L’inflammation chronique, souvent silencieuse, peut miner la santé et favoriser l’apparition de maladies à long terme. Des experts soulignent que nos habitudes du soir jouent un rôle crucial dans la gestion de ce phénomène, et que quelques ajustements simples peuvent améliorer significativement notre bien-être.
Selon la nutritionniste et docteure en sciences alimentaires Carolyn Williams, « l’inflammation est comme un feu dans le corps : si on ne l’éteint pas, elle persiste et s’accumule. » Il est donc essentiel d’adopter des routines saines pour la contrôler.
Dormir suffisamment : la base d’une bonne santé
La première et plus importante des recommandations est de viser au moins sept heures de sommeil chaque nuit.
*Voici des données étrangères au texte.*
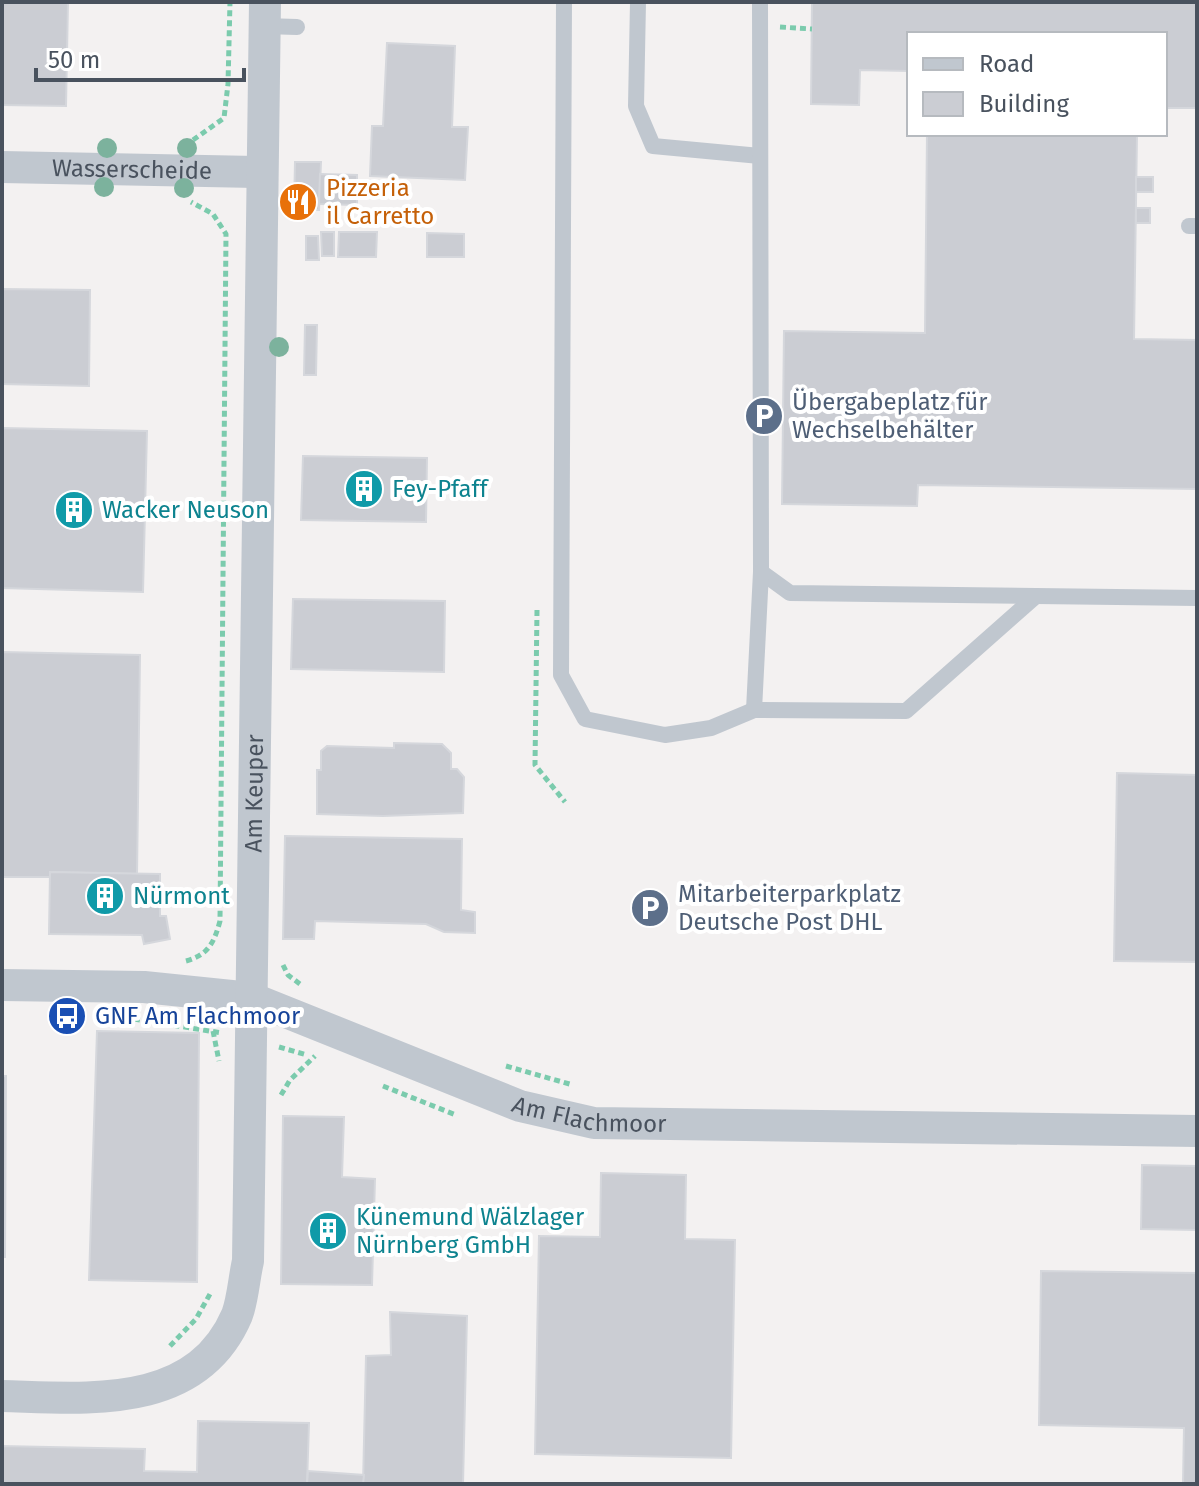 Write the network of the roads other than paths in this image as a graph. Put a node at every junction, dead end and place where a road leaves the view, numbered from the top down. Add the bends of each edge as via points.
1 (564, 2) edge
2 (638, 2) edge
3 (760, 2) edge
4 (265, 14) edge
5 (297, 27) dead end
6 (760, 156) junction
7 (2, 167) edge
8 (261, 172) junction
9 (761, 572) junction
10 (1036, 596) junction
11 (1197, 598) edge
12 (754, 710) junction
13 (2, 985) edge
14 (251, 998) junction
15 (1197, 1131) edge
16 (2, 1396) edge

1 - 12 lane via 561,675 585,719 665,735 711,728
2 - 6 lane via 636,106 653,146
3 - 6 lane
4 - 5 lane
4 - 8 street, Am Keuper
6 - 9 lane
7 - 8 street, Wasserscheide
8 - 14 street, Am Keuper
9 - 10 lane via 790,593
9 - 12 lane
10 - 11 lane
10 - 12 lane via 906,711
13 - 14 street, Am Flachmoor via 144,987
14 - 15 street, Am Flachmoor via 520,1106 594,1123
14 - 16 street, Am Keuper via 248,1261 237,1315 212,1355 172,1384 121,1397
Un repos adéquat contribue à réduire les niveaux de cytokines inflammatoires, comme l’interleukine-6 (IL-6) et le facteur de nécrose tumorale (TNF). « Le sommeil est la clé, explique Carolyn Williams. Si vous ne dormez pas bien, vous ne mangez pas bien, vous ne faites pas d’exercice, le niveau de stress augmente et l’inflammation peut s’intensifier. » Pour optimiser la qualité du sommeil, les spécialistes conseillent de maintenir des horaires réguliers, de créer un environnement calme et frais dans la chambre, et de pratiquer une activité physique régulière.
Des études sur la privation partielle de sommeil ont d’ailleurs démontré qu’accumuler quelques heures de sommeil insuffisantes sur plusieurs nuits consécutives est associé à une augmentation significative des marqueurs inflammatoires, tels que l’interleukine-6 (IL-6) et la protéine C-réactive (CRP).
Gérer le stress et privilégier la relaxation
La réduction du stress est une autre habitude essentielle. Selon Santé Harvard, les soirées devraient être consacrées à diminuer les stimulations et à favoriser la détente. Si le stress aigu est une réaction naturelle et parfois utile, le stress chronique a un impact négatif sur le système immunitaire et encourage l’inflammation. Il est donc recommandé de limiter l’utilisation des écrans au moins deux heures avant le coucher et de veiller au contenu consommé, car les actualités ou les courriels peuvent maintenir le cerveau en état d’alerte. Des activités relaxantes comme la lecture, la tenue d’un journal ou les jeux de réflexion peuvent faciliter l’endormissement. Carolyn Williams suggère de garder un stylo et du papier à portée de main pour noter les pensées qui empêchent de se détendre.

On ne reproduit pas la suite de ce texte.